At first glance, it looks like another iconic felt yurt in a remote pasture high in Kyrgyzstan’s mountains. But step through the door and a visitor can quickly see it is no ordinary nomadic dwelling.
Tiny desks are arranged on the carpeted floor. The curved walls are festooned with fairytale characters. A whiteboard stands at one end.
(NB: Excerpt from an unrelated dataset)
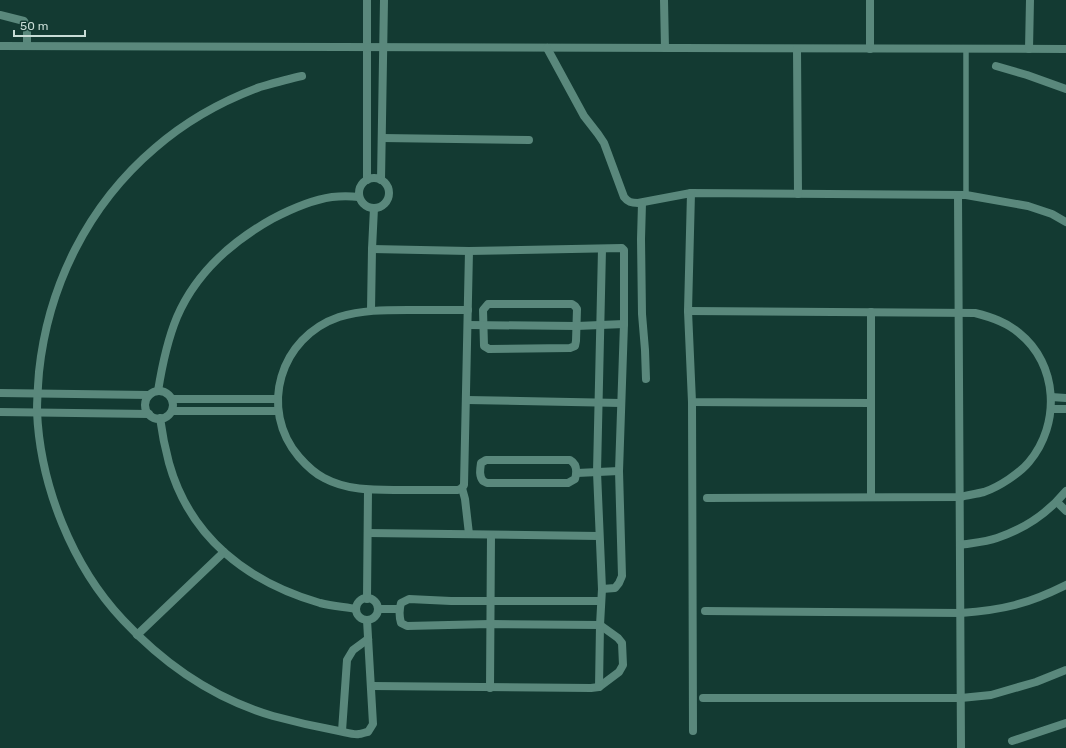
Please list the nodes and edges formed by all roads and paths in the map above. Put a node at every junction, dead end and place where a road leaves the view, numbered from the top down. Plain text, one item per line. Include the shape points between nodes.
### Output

This yurt has been converted into something new for semi-nomadic Kyrgyz who spend the warmer months on the Aktash jailoo, or highland pasture: a school.
Fifteen families from the jailoo, perched in the mountains south of Lake Issyk-Kul, send their 26 children to the Ananaika preschool for three hours a day to help them make friends and prepare for elementary school. (Ananaika roughly means “sweetheart.”) Most are aged three to six.
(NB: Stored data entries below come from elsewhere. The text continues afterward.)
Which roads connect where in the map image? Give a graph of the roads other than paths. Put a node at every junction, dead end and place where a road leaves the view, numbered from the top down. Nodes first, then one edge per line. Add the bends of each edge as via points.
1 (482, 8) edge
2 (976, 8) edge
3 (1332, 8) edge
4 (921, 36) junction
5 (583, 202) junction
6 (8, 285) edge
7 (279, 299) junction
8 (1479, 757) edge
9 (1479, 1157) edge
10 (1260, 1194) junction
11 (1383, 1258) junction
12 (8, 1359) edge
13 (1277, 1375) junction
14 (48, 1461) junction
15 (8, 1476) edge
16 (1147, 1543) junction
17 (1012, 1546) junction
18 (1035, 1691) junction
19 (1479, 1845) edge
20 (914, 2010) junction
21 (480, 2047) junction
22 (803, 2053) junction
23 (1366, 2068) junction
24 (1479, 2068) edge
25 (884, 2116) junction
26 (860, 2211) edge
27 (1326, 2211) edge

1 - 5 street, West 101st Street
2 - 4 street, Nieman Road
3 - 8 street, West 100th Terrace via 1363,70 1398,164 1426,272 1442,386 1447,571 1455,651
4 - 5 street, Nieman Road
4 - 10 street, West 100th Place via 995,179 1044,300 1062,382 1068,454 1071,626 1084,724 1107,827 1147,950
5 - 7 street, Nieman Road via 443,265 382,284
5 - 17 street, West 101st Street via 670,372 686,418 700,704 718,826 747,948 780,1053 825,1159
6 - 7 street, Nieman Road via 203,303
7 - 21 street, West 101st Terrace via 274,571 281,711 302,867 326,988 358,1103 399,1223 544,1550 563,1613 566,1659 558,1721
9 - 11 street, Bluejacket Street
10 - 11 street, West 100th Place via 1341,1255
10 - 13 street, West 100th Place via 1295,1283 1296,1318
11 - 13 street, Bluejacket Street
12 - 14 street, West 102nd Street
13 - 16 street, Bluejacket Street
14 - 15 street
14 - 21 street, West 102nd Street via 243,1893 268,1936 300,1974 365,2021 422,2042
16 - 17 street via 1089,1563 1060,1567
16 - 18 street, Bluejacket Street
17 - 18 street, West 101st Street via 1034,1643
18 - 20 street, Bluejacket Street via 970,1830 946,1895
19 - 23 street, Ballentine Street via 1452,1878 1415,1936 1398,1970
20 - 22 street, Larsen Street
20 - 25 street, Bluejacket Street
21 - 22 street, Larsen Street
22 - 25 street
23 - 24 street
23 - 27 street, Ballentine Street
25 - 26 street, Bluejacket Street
During the school’s first weeks in operation in June this year, some children had trouble socializing, according to Jenishgul Sharsheeva, 45, the teacher.
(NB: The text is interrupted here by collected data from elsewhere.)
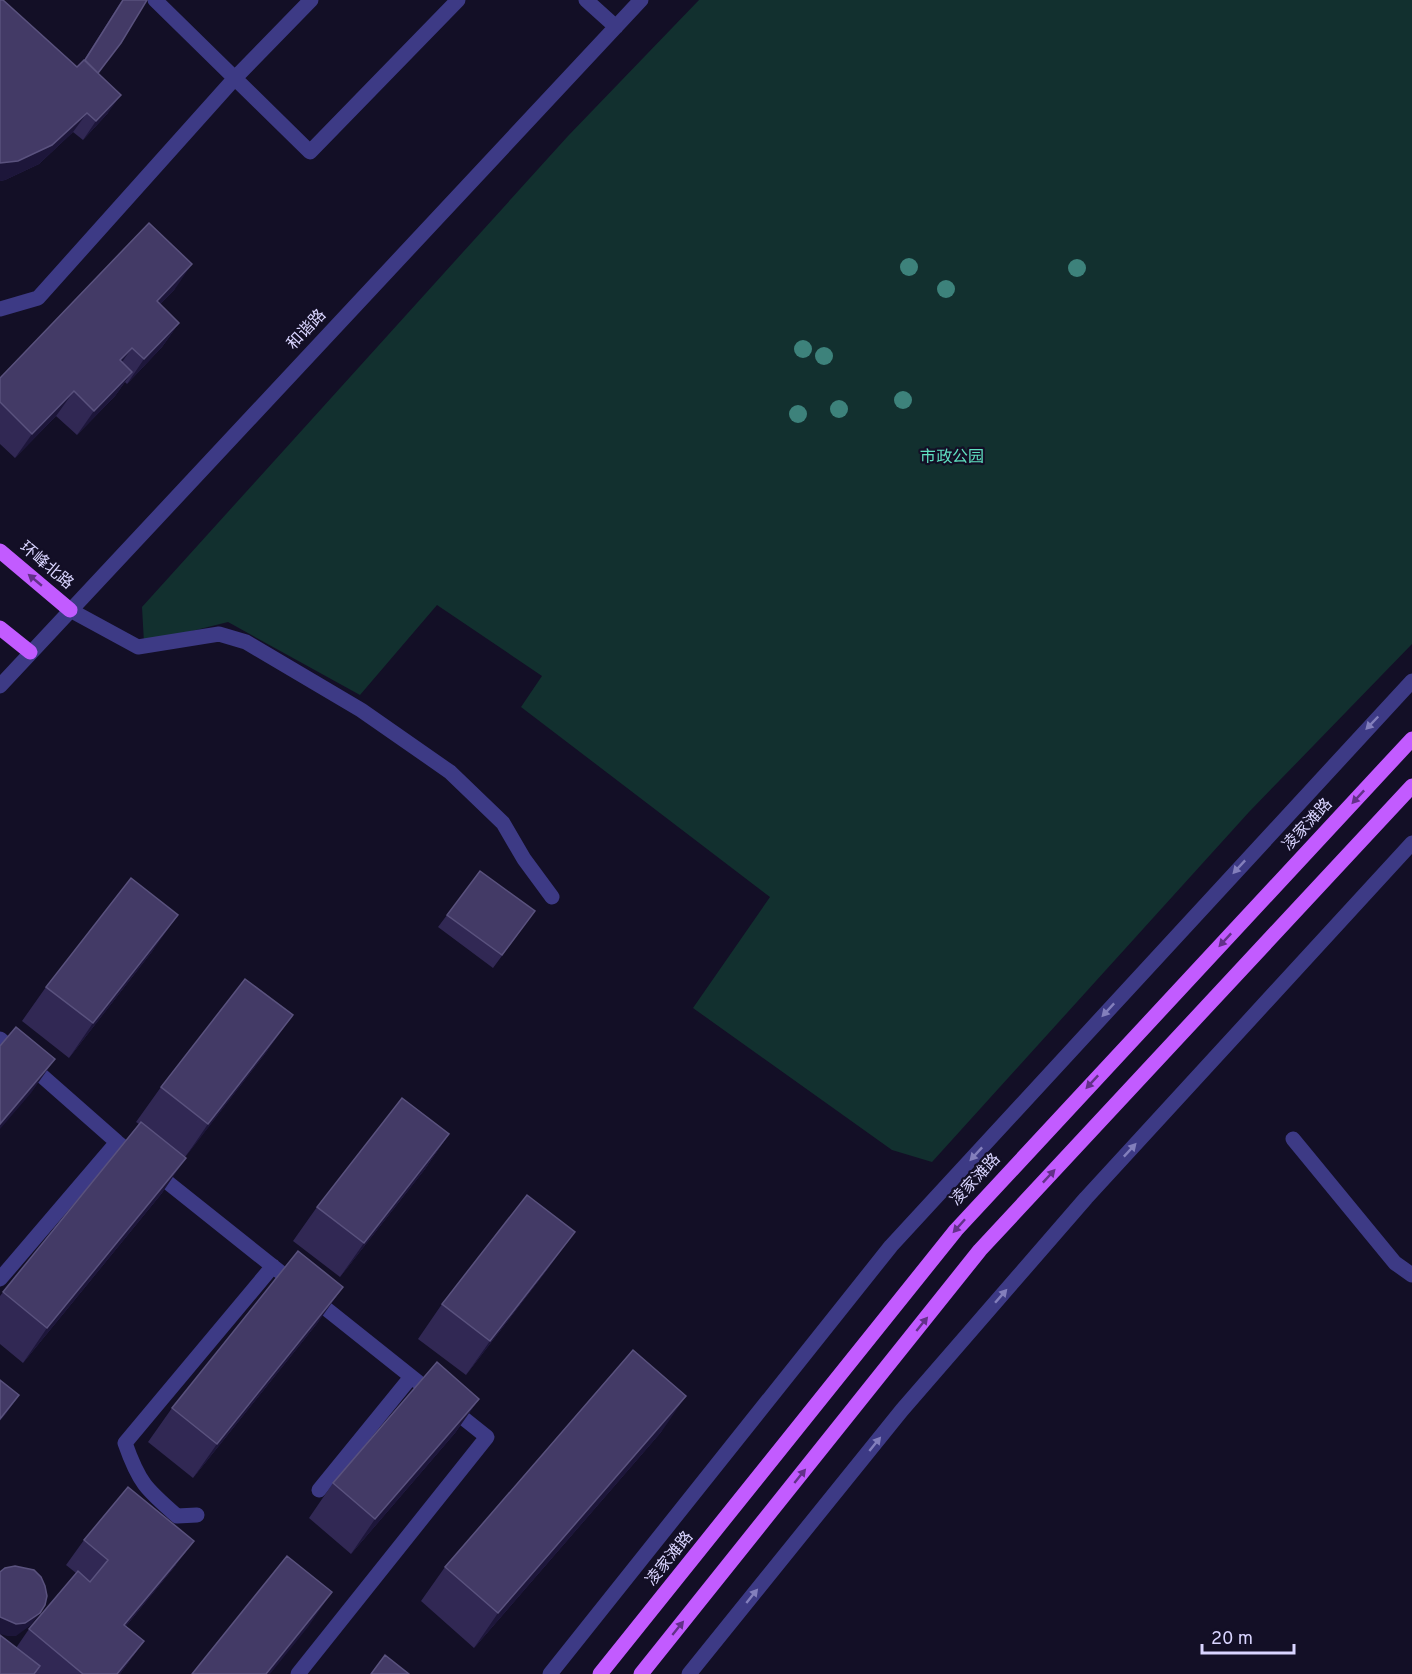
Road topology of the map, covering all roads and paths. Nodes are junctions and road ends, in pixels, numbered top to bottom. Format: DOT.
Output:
graph roads {
  1 [pos="155,0"];
  2 [pos="311,0"];
  3 [pos="458,0"];
  4 [pos="586,0"];
  5 [pos="641,0"];
  6 [pos="616,27"];
  7 [pos="235,78"];
  8 [pos="0,309"];
  9 [pos="0,551"];
  10 [pos="70,610"];
  11 [pos="0,628"];
  12 [pos="30,652"];
  13 [pos="1412,681"];
  14 [pos="0,686"];
  15 [pos="1412,739"];
  16 [pos="1412,786"];
  17 [pos="1412,843"];
  18 [pos="552,897"];
  19 [pos="0,1039"];
  20 [pos="1293,1139"];
  21 [pos="117,1142"];
  22 [pos="273,1266"];
  23 [pos="1412,1275"];
  24 [pos="0,1279"];
  25 [pos="411,1377"];
  26 [pos="319,1490"];
  27 [pos="197,1515"];
  28 [pos="298,1674"];
  29 [pos="550,1674"];
  30 [pos="600,1674"];
  31 [pos="641,1674"];
  32 [pos="689,1674"];
  1 -- 7 [label="street"];
  2 -- 7 [label="street"];
  3 -- 7 [label="street"];
  4 -- 6 [label="street"];
  5 -- 6 [label="street, 和谐路"];
  6 -- 10 [label="street, 和谐路"];
  7 -- 8 [label="street"];
  10 -- 9 [label="main road, 环峰北路, one-way"];
  10 -- 12 [label="street, 和谐路"];
  10 -- 18 [label="street"];
  11 -- 12 [label="main road"];
  12 -- 14 [label="street, 和谐路"];
  13 -- 29 [label="street, one-way"];
  15 -- 30 [label="main road, 凌家滩路, one-way"];
  31 -- 16 [label="main road, one-way"];
  32 -- 17 [label="street, one-way"];
  19 -- 21 [label="street"];
  20 -- 23 [label="street"];
  21 -- 22 [label="street"];
  21 -- 24 [label="street"];
  22 -- 25 [label="street"];
  22 -- 27 [label="street"];
  25 -- 26 [label="street"];
  25 -- 28 [label="street"];
}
“When they stay at the jailoo, where the nearest family can be more than a kilometer away, children hardly make any friends,” Sharsheeva explained, adding that even with her 18 years’ experience in teaching preschool in a village below the mountains, working with jailoo children was a challenge. “Many of them have never seen basic things like modeling clay and colorful pencils. For the first few days, some would try to eat the modeling clay; others would only draw with a black pencil.”
Over the course of the summer her students have learned to count to 10, differentiate colors, geometrical shapes and do some basic spelling.
The Soviet collectivization drive during the 1920’s and 30’s forced most Kyrgyz to abandon their traditional nomadic lifestyle. Yet, today some families still lead semi-nomadic lives, travelling into the mountains with their cows, horses and sheep to graze during the summer months. Few stay in the jailoo year-round; the semi-nomadic herder families mostly hail from remote villages, where their children receive only a rudimentary education. And few have the opportunity to attend preschool.
“Preschool is crucial for a child’s development,” said Burulai Aitikulova, education program officer at the Aga Khan Foundation (AKF), a non-profit that piloted the idea of jailoo-based preschools in 2006. “That’s why we decided to follow the children wherever they are to give them access to education.”
AKF has opened 20 jailoo preschools around Kyrgyzstan since 2006. Their idea is now being replicated by a local foundation run by former interim president Roza Otunbayeva. That initiative oversaw the opening of 35 jailoo preschools this year, including Ananaika. Hosting 20-25 children each, they hope to reach more than 700 kids this summer.
Asylbek Zhoodonbekov, a program coordinator at the Otunbayeva Initiative, explains that some families live far from the jailoo preschools, but still bring their children each morning on horseback. “That’s how much people want to educate [their kids],” he said.
Five-year-old Aelina walks more than a kilometer every day with two siblings and her grandmother, Chinar Chikeeva, to get to Ananaika. “In the mornings the children are so excited that they don’t want to have breakfast, they just want to go see their teacher and their new friends,” said Chikeeva, 52.
Chikeeva’s family stays at the jailoo for four months every year. There is no preschool near their winter village, but there is an elementary school. Aelina says she is especially excited to attend that school in two years’ time, “especially now that I know how to count.”
But for some children, the yurt may be the only schoolhouse they ever see. Thirty-nine-year old Gulzat Ishembaeva migrates year-round among pastures with her husband and seven children. None of her kids – the oldest is 21 – finished middle school. She’s not sure if her six-year-old son, Beksultan, who also attends Ananaika, will be able to attend school next year. “It’s far, and we don’t have a car,” said Ishembaeva. “But at least he joined this preschool. I can see him learning; I’m very happy about it.”
Less than a fifth of Kyrgyz children attend preschool, according to data compiled by the Ministry of Education and Science; most of them live in urban areas. The quality of Kyrgyz education has fallen since the collapse of the Soviet Union in the early 1990s, but even then, only 35 percent of children had access to preschool, says Aigul Kamalova, an expert on preschool education at the ministry. Kamalova says that the ministry is open to creative solutions, and hails the innovation of jailoo preschools.
Up in the jailoo, at Ananaika, the children are learning to differentiate a triangle from a circle by constructing the shapes with pinecones on the grass. “These children are so thirsty for education, for knowledge,” Sharsheeva, the teacher, said. “Teaching a kid who is seeing a book for the first time in his life is a different experience for me, but I love it and I hope that next year we can take more children.”
Asel Kalybekova is a Bishkek-based journalist.